There's a broad category of companies that represent literal or figurative APIs that help other companies plug a new feature into their products. Twilio is a literal example; use their API, and your product can now interact with customers through text, phone, email, and messaging. And DoNotPay is a more figurative case study, wrapping paperwork- or phone call-intensive tasks into an app. Sivo, the "Stripe for debt" is interesting because it's a two-way example of this. Sivo lets companies add financial services to their products; they cite the example of helping Uber offer drivers vehicle loans and advances. But Sivo itself is converting its customers into a ready source of easily-acquired customers, which is generally the limiting factor for lenders. From Uber’s perspective, Sivo is an API for adding features; from Sivo’s perspective, Uber is an API for getting leads. The model of bootstrapping on someone else's customer acquisition has worked very well for Afterpay and Affirm, and it makes sense to apply it outside of consumer lending.

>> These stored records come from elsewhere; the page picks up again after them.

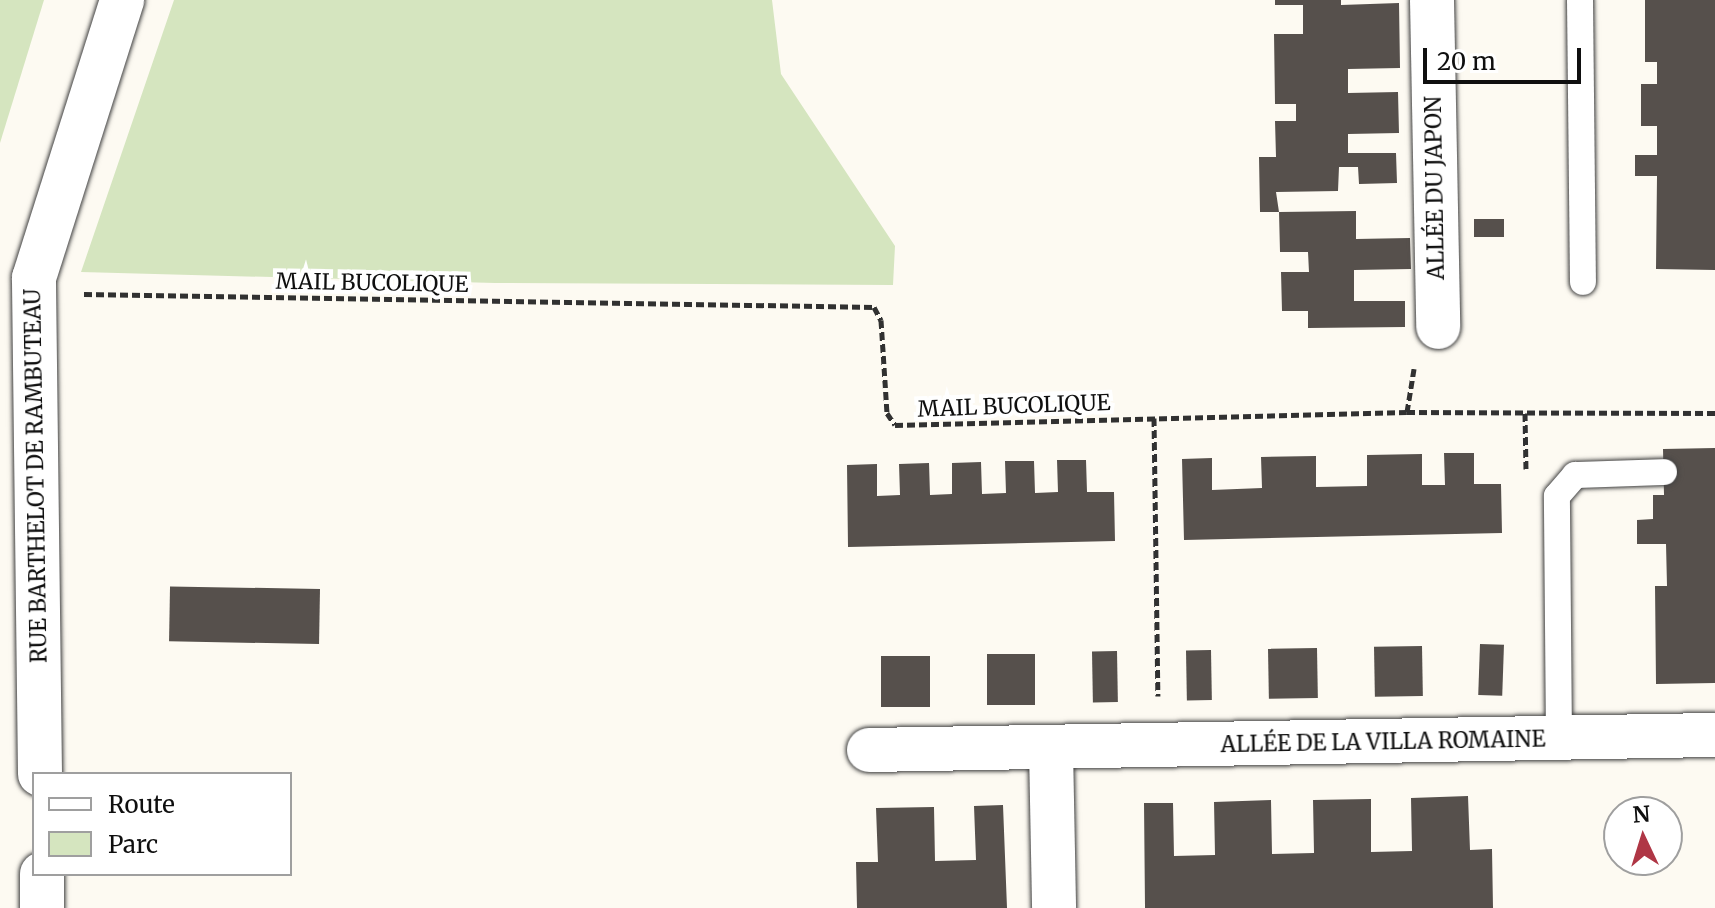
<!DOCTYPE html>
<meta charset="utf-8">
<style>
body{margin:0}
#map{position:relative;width:1715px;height:908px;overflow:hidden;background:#fdfaf2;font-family:Merriweather,serif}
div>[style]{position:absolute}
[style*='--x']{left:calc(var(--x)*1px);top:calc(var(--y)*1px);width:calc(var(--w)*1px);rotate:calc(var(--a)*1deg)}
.green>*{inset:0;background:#d5e5bf}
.building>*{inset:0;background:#56504c;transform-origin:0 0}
.path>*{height:5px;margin-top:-2.5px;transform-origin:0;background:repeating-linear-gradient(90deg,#313131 0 8px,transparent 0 12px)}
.roads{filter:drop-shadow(0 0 2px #424242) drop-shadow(0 0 2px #424242)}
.service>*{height:26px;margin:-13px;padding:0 13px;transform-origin:13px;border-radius:13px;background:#fff}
.minor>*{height:44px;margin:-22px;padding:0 22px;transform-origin:22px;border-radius:22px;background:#fff}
span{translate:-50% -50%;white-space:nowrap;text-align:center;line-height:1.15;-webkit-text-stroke:8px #fff;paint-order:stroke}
.street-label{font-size:22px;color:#0f0f0f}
.legend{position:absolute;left:32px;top:772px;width:260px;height:104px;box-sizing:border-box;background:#fff;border:2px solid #9f9f9f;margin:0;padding:10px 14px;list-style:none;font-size:24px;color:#0f0f0f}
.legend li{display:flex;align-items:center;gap:16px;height:40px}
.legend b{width:40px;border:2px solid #9f9f9f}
.north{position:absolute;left:1603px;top:796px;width:80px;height:80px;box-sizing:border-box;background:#fff;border:2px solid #9f9f9f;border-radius:50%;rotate:356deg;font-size:22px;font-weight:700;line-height:32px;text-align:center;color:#0f0f0f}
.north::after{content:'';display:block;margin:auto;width:28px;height:36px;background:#af3645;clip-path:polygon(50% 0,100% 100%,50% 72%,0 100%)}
.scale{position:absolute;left:1423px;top:48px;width:158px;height:36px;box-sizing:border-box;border:4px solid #0f0f0f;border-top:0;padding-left:10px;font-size:24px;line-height:28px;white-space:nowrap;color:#0f0f0f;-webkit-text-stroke:6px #fff;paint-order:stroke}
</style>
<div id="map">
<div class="green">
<i style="clip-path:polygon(0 0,44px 0,0 143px)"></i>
<i style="clip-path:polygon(174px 0,772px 0,781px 74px,895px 246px,893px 285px,495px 283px,81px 272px)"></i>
</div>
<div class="building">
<i style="clip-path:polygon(1275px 0,1341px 0,1341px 5px,1399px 3px,1400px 68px,1348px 69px,1348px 93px,1398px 92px,1399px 133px,1348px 134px,1348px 153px,1396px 153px,1397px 183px,1359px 184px,1358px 167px,1339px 167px,1338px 191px,1276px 192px,1279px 212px,1260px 212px,1259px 157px,1276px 157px,1275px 121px,1296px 121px,1296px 104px,1275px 104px,1274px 34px,1303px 34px,1303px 5px,1275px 5px)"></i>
<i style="clip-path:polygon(1645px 0,1715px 0,1715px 270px,1656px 269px,1657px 176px,1635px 176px,1635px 155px,1657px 155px,1657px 126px,1641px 126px,1641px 84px,1657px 84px,1657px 62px,1645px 62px)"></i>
<i style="clip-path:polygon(1356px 211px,1356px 239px,1410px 238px,1411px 269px,1354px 270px,1354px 301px,1405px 301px,1405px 327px,1308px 328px,1308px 311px,1282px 311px,1281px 272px,1309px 272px,1308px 252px,1280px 252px,1279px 212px)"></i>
<i style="left:1474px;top:219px;width:30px;height:18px"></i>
<i style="clip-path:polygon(1715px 448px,1715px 683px,1656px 684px,1655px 586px,1667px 586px,1666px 544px,1637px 544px,1637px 520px,1653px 519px,1653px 495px,1664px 495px,1663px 449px)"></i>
<i style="clip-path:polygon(1444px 453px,1474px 453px,1474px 484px,1501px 484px,1502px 533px,1184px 540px,1182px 459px,1212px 458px,1212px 490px,1262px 488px,1261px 457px,1316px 456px,1316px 487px,1367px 486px,1367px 455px,1422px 454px,1422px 485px,1445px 485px)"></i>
<i style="clip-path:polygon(1057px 460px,1086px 460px,1087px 492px,1114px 492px,1115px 541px,848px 547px,847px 465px,877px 464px,877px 496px,900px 495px,899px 464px,929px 463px,930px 495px,952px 494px,952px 463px,981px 462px,982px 494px,1006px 493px,1005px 461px,1034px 461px,1035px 493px,1058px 492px)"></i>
<i style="left:320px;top:589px;width:55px;height:150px;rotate:91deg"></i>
<i style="left:1480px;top:644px;width:24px;height:51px;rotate:2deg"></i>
<i style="left:1422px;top:646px;width:50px;height:48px;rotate:89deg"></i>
<i style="left:1317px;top:648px;width:50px;height:49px;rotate:89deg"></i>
<i style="left:1211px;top:650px;width:50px;height:25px;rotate:89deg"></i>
<i style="left:1117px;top:651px;width:51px;height:25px;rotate:89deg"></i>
<i style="left:987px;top:654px;width:48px;height:51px"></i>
<i style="left:881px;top:656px;width:49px;height:51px"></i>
<i style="clip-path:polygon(1468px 796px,1470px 850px,1492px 849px,1493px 908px,1145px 908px,1144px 803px,1173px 803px,1174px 856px,1215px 855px,1214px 802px,1271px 800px,1272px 854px,1314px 853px,1313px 800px,1371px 799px,1371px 852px,1412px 851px,1411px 798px)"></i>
<i style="clip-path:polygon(1003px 805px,1007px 908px,857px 908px,856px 862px,878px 862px,876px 808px,934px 807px,935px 861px,976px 860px,974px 806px)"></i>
</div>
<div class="path">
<i style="--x:84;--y:294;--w:790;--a:0.94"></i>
<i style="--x:874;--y:307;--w:15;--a:62"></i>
<i style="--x:881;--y:320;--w:93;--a:86.3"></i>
<i style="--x:887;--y:413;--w:14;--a:56"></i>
<i style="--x:895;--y:425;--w:512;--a:-1.45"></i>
<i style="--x:1407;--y:412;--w:308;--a:0.2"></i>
<i style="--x:1407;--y:412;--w:44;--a:-80.8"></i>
<i style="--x:1525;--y:413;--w:56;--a:89"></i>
<i style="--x:1154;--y:418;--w:278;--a:89.2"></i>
</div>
<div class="roads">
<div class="service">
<i style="--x:1580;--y:0;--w:282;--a:89.4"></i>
<i style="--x:1559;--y:739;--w:243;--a:-90.5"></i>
<i style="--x:1557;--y:496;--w:28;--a:-49"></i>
<i style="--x:1575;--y:475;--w:89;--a:-1.9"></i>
</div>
<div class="minor">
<i style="--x:1432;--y:0;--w:327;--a:88.9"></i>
<i style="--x:1051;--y:748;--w:160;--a:88.9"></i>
<i style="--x:869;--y:750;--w:846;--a:-1.02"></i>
<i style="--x:40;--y:774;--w:496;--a:-90.7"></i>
<i style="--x:34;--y:278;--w:292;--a:-72.4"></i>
<i style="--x:42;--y:874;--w:34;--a:90"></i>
</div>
</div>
<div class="street-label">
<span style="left:1435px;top:188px;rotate:-91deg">ALLÉE DU JAPON</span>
<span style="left:372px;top:283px;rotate:1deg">MAIL BUCOLIQUE</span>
<span style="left:1014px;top:406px;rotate:-2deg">MAIL BUCOLIQUE</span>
<span style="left:36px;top:476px;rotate:-91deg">RUE BARTHELOT DE RAMBUTEAU</span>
<span style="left:1383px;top:742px;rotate:-1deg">ALLÉE DE LA VILLA ROMAINE</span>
</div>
<ul class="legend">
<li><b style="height:10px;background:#fff"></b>Route</li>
<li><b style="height:22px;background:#d5e5bf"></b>Parc</li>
</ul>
<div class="north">N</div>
<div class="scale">20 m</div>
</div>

Zoom and Cities: The Five-Century-Old Case Study

Anton Howes has a piece looking at how improved sailing technology might explain the growth of London in the sixteenth and seventeenth centuries. As he notes, the city grew by nearly 10x in that period, an extreme change that demands an explanation. Faster ships (with better guns) were a major part of this. What's interesting is that cheaper transportation's first-order effect is to make geography matter less; if there's something that can be built more cost-effectively outside of London, the city doesn’t have to make it But the second-order effect of that is to make city-level agglomeration effects more important; when more can get outsourced, the city can focus even more on what it does best. The comparison to telework is imperfect in many ways, but it's an interesting possibility: technologies that make people more productive no matter where they are can have the most outsized impact on people's productivity when they're in the same place as all the other high-productivity people.

From ETrade to eToro

Marc Rubinstein has a great piece comparing the public market debuts of E*Trade and eToro. eToro figured out that there's a social component to risk-taking. The two things traders want are:

  1. The ability to make any bet, on any asset, with any amount of leverage, and
  2. Outside guidance telling them exactly what to trade and when.

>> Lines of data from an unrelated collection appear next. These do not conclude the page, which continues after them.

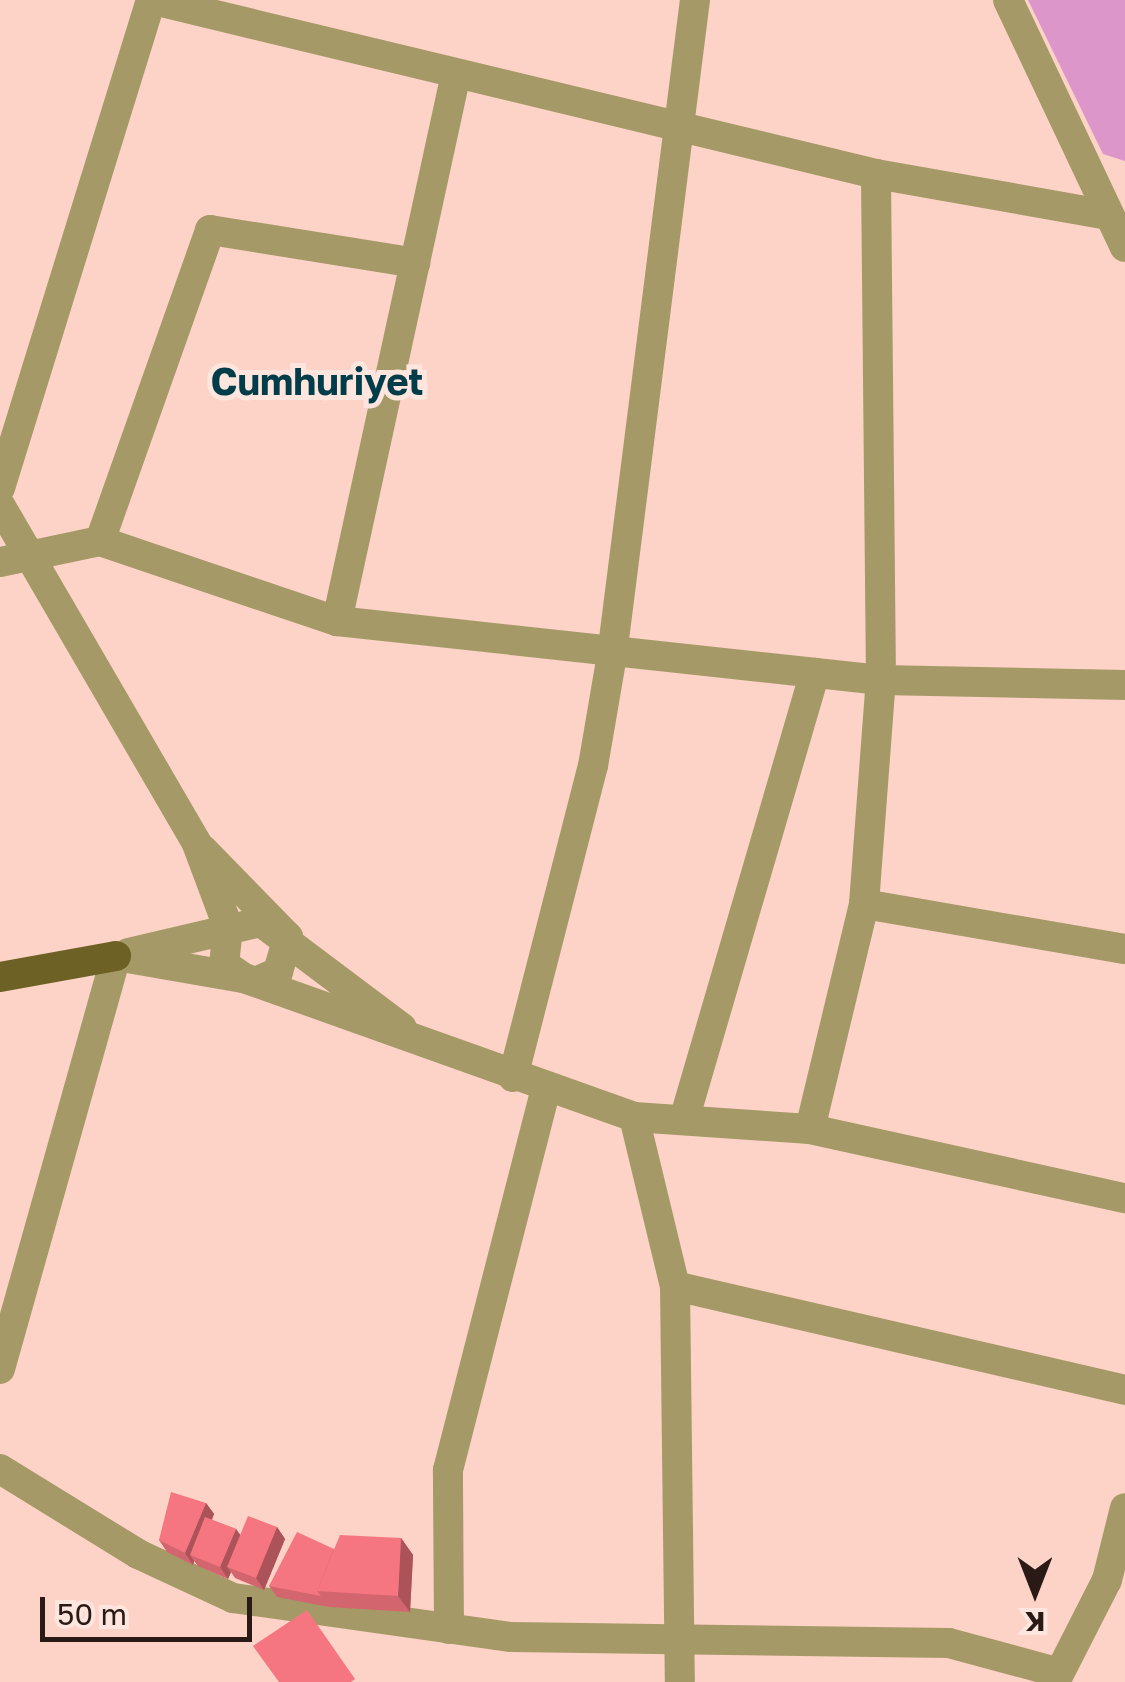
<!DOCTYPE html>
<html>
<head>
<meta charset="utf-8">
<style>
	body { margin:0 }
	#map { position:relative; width:1125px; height:1682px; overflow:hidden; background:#fdd3c7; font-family:"Golos Text",sans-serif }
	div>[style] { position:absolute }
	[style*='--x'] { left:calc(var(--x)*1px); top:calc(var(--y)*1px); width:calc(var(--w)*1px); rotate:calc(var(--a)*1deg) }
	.green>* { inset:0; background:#dd96ca }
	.minor>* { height:30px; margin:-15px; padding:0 15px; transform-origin:15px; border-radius:15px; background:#a59a67 }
	.major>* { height:30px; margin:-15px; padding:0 15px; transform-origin:15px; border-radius:15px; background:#6d6126 }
	.wall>* { inset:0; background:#d3656e }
	.shaded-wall>* { inset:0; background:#ac535a }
	.building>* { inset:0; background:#f57680 }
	span { translate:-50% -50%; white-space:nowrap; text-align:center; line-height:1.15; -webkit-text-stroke:10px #fee5dd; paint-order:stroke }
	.district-label { font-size:38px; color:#003c49; font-weight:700 }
	.north { position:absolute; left:985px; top:1542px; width:100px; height:100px; -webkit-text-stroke:8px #fee5dd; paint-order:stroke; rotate:180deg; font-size:28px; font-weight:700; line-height:40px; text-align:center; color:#291a16 }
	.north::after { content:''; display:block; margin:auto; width:35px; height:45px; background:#291a16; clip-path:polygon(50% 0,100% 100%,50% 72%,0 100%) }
	.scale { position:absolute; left:40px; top:1597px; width:212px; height:45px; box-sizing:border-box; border:5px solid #291a16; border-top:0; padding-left:12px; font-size:30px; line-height:35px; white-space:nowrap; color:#291a16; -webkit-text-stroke:8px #fee5dd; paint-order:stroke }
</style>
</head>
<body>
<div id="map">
	<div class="green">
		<i style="clip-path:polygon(1028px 0,1125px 0,1125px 161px,1103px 154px)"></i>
	</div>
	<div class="minor">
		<i style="--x:153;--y:0;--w:744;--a:13.53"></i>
		<i style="--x:876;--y:174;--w:237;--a:10"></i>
		<i style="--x:1008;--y:0;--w:273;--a:64.7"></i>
		<i style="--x:0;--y:488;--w:511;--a:-72.81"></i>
		<i style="--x:0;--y:505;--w:392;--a:59.8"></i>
		<i style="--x:197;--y:844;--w:89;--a:69.5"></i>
		<i style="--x:228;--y:927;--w:37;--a:96"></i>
		<i style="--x:224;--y:964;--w:24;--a:35"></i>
		<i style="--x:100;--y:541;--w:330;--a:-70.5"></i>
		<i style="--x:210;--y:230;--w:208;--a:9.1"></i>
		<i style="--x:0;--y:562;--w:102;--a:-11.9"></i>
		<i style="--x:100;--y:541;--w:250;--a:18.7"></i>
		<i style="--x:337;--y:621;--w:547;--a:6.19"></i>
		<i style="--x:881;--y:680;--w:244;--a:1.2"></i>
		<i style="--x:337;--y:621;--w:560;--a:-77.73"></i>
		<i style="--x:203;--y:850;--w:122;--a:45.7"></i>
		<i style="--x:288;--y:937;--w:36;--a:106"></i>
		<i style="--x:278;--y:972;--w:24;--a:156"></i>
		<i style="--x:864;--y:904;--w:265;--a:9.8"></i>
		<i style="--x:128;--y:953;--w:137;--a:-13.1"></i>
		<i style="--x:261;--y:922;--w:176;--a:36.9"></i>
		<i style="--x:116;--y:956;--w:130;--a:9.8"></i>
		<i style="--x:244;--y:978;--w:414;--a:19.6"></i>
		<i style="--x:634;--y:1117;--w:174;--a:76.4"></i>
		<i style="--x:675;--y:1286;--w:396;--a:89.3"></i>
		<i style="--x:513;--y:1077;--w:321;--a:-75.6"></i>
		<i style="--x:593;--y:766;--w:113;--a:-80.3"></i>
		<i style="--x:612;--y:655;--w:660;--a:-82.78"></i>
		<i style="--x:634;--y:1117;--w:176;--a:3.9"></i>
		<i style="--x:810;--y:1129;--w:322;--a:12.4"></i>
		<i style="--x:684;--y:1120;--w:466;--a:-73.7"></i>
		<i style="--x:810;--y:1129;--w:231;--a:-76.5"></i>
		<i style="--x:864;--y:904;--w:225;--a:-85.7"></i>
		<i style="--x:881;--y:680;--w:506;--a:-90.57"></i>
		<i style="--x:675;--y:1286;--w:462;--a:13"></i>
		<i style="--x:0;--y:1369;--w:429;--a:-74.3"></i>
		<i style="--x:0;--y:1469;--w:162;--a:31.6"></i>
		<i style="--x:138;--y:1554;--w:105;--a:24.9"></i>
		<i style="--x:233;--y:1598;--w:281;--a:8"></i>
		<i style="--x:511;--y:1637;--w:438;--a:0.8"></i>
		<i style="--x:949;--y:1643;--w:108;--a:15.1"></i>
		<i style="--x:449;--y:1629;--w:159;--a:-90.4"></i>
		<i style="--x:448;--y:1470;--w:394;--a:-75.6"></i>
		<i style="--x:1055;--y:1682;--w:114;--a:-63"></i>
		<i style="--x:1107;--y:1580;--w:74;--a:-76"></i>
	</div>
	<div class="major">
		<i style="--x:0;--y:977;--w:118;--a:-10.3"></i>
	</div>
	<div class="wall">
		<i style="clip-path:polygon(206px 1503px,214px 1514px,212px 1520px,236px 1529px,240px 1535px,277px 1527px,285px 1539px,264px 1590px,235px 1578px,231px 1572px,228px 1579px,198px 1566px,194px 1561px,193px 1565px,167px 1552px,159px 1540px)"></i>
		<i style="clip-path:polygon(401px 1538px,413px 1555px,410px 1612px,329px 1607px,277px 1597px,269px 1586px,334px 1549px)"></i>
	</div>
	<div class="shaded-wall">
		<i style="clip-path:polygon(206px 1503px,214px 1514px,196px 1557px,190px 1555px,194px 1561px,193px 1565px,185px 1553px)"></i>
		<i style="clip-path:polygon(277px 1527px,285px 1539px,264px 1590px,256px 1578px)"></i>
		<i style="clip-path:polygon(236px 1529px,244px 1540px,227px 1567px,231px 1572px,228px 1579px,220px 1567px)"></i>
		<i style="clip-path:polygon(401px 1538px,413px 1555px,410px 1612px,398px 1596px)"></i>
	</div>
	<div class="building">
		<i style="clip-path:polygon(171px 1492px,206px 1503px,185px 1553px,159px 1540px)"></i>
		<i style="clip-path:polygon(248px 1516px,277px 1527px,256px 1578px,227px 1567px)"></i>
		<i style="clip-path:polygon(205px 1517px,236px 1529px,220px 1567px,190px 1555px)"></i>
		<i style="clip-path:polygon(297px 1532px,334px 1549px,317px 1591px,321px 1596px,269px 1586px)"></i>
		<i style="clip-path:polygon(340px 1535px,401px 1538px,398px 1596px,317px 1591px)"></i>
		<i style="clip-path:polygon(307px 1610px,355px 1679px,351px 1682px,279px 1682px,253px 1646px)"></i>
	</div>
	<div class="district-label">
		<span style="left:317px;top:381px">Cumhuriyet</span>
	</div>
	<div class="north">K</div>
	<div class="scale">50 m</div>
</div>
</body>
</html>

eToro accomplishes the latter by letting traders follow other traders and clone their transactions on the site. One trader, for example, has users with $130m in assets following his trades. This is a very interesting model since it meshes typical consumer-facing approaches—get users to generate content other users will enjoy—with an exaggerated version of the tendency for institutional investors to trade ideas and end up with very similar-looking portfolios.


Smartphone companies in India are selling phones on credit, and using apps to disable phone features when buyers don't pay. This is getting attention because some phone buyers resell their phones without disclosing the payment plan, but the model makes sense; it's a way to charge based on usage, and a way to automatically collateralize a loan without depriving the user of access to their collateral. They can also make collections a more gradual process:

Within three to four months, [the app will] have gathered enough information about these people to figure out what’s the risk profile...Datacultr uses a laundry list of techniques to force borrowers into paying. The app starts by sending audiovisual prompts in regional languages as reminders. If the user misses their first repayment, it forcefully changes the wallpaper on their cellphones...Juriasingani said that, of all of Datacultr’s nudges, forced wallpaper changes are the most likely to result in a payment. Replacing wallpaper images of family or friends with messages like, “Your EMI is due” makes the reminder difficult to ignore. “We see almost 50% of these people pay within three days of just putting up the wallpaper,” he explained, “and almost 70% in seven days.”